The Graveyard Book (Graphic Novel)
By: Neil Gaiman
Adapted by: P. Craig Russell
Illustrated by: Various
368 Pages
Briefly, what is this book about?
It’s a graphic novel adaptation of Gaiman’s novel of the same name, which itself is a re-imagining of Kipling’s Jungle Book, with a graveyard in place of a jungle.
Who should read this book?
Everyone should definitely read The Graveyard Book, the question is whether the graphic novel version is faithful enough to serve as a replacement for the original novel. I would say probably, but I really think you should probably just read both, in which case I would probably start with the novel.
General Thoughts
I’m a huge fan of graphic novels (and it’s a mystery why I don’t read more, they would definitely help pump up my numbers). And I'm a huge fan of Gaiman and in particular The Graveyard Book so the other day when I was browsing through a Barnes and Noble and saw this book I immediately bought it and read it.
Obviously when talking about a graphic novel you need to discuss the artwork. I thought it was good, but not incredible. There were slightly more examples of the artwork being worse than what I had imagined than there were examples of it being better. But that’s probably more a comment on how great the novel was at stoking my imagination than any comment on the skill of the artists. The art was great, and I’m glad I bought the book.
Learning from Loss: The Democrats, 2016–2020
By: Seth Masket
256 Pages
Briefly, what is this book about?
A data driven examination of what lessons the Democrats took from their loss in 2016 as they considered who to nominate in 2020.
Who should read this book?
Hardcore political junkies who think anecdotes just slow things down.
General Thoughts
Over the last few years I’ve read two great books about the lead up to the 2016 election from the Republican perspective. One was The Wilderness by McKay Coppins, the other was American Carnage by Tim Alberta (you can find my review of it here.) I immensely enjoyed both books, and was looking for something that did the same thing but from the perspective of the Democrats, I thought this might be such a book, it was not. Wilderness and Carnage were full of amazing anecdotes and behind the scenes stories. Learning from Loss was a collection of data from numerous surveys asking high level Democrats why they thought they had lost in 2016, and then graphs and analysis of their responses. I suppose that this methodology is more generally useful than knowing what Mitt Romney’s reaction was when Jeb Bush preemptively hired all the people qualified to run a campaign, but the latter is way more engaging.
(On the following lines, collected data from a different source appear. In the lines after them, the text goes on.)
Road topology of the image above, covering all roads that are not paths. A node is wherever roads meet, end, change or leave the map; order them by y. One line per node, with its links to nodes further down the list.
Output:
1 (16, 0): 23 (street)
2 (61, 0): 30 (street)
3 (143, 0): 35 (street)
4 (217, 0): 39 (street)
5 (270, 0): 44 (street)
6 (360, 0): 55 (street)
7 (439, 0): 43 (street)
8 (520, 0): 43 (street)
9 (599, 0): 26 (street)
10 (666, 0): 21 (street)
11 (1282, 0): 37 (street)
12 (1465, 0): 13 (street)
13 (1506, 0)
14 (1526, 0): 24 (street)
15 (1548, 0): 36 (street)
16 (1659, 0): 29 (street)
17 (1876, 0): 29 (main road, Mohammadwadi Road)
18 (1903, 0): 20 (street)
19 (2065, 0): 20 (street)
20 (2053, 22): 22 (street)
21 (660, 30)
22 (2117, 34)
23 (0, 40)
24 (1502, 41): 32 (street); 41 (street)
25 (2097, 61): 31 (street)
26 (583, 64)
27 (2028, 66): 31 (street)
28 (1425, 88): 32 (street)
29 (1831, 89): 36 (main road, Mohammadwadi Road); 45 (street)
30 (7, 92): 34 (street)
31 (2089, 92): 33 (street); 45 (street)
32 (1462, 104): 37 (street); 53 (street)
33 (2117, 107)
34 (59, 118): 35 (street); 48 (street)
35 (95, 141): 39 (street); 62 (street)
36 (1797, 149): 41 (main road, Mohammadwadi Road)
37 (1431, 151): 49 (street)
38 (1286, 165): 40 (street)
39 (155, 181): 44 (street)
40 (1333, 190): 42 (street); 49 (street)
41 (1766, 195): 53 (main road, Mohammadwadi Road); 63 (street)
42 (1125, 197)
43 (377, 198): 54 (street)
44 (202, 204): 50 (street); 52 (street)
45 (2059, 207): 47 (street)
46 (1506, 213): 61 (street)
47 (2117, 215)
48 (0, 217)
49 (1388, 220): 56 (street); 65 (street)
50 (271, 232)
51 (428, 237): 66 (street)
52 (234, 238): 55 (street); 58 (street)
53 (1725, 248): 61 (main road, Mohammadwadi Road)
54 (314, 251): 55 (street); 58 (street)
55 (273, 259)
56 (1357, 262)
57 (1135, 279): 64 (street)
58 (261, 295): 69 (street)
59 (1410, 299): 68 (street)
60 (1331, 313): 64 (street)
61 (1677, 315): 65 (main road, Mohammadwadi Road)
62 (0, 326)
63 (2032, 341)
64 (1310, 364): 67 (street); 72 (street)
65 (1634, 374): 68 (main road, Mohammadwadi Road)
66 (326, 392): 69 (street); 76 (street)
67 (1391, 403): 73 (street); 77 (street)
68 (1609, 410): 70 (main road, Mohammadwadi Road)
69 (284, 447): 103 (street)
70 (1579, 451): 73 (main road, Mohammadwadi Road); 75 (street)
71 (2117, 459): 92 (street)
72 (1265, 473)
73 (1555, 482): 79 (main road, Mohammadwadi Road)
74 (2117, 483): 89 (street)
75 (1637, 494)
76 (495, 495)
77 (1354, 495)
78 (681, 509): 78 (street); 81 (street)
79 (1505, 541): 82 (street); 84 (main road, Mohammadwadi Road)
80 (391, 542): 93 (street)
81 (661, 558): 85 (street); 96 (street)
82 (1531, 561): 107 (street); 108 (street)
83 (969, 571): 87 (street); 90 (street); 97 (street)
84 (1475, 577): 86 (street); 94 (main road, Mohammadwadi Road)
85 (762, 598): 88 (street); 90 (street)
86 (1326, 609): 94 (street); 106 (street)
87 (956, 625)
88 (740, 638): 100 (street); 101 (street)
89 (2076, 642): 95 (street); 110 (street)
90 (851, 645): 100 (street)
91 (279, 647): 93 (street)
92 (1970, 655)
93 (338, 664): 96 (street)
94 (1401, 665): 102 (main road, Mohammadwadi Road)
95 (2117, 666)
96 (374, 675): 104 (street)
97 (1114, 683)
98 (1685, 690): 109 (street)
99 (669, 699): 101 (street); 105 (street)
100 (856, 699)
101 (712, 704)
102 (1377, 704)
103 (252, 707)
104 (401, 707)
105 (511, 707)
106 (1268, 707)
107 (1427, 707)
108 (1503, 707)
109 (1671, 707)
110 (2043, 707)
All of which is to say I did learn some things — for example lots of people blamed the loss on too big of an emphasis on identity politics which is how we ended up with an old white guy — but overall it was a pretty dull book.
III- Religious Reviews
A Thousand Brains: A New Theory of Intelligence [Addendum]
I mentioned above that the contention that intelligence has to be embodied is very interesting from a religious perspective. In particular I’m thinking of my own religion. In Mormon cosmology there is not only life after death, but there was life before birth. In that state people are specifically referred to as “intelligences” and one of the primary reasons to be born is in order to get a body. That the next step if you want to progress as an intelligence is to be embodied. Obviously it would be very easy to make too much of the way this correlates with what Hawkins is saying, but I find it a fascinating correlation nonetheless.
I worry about these posts being too long, though I’m sure the anchor links at the top help. Is there any benefit to breaking them up into separate posts, maybe spreading them out over the month? Would it give the impression of more content and thus encourage more donations? Obviously anything that encourages someone to donate is a good thing.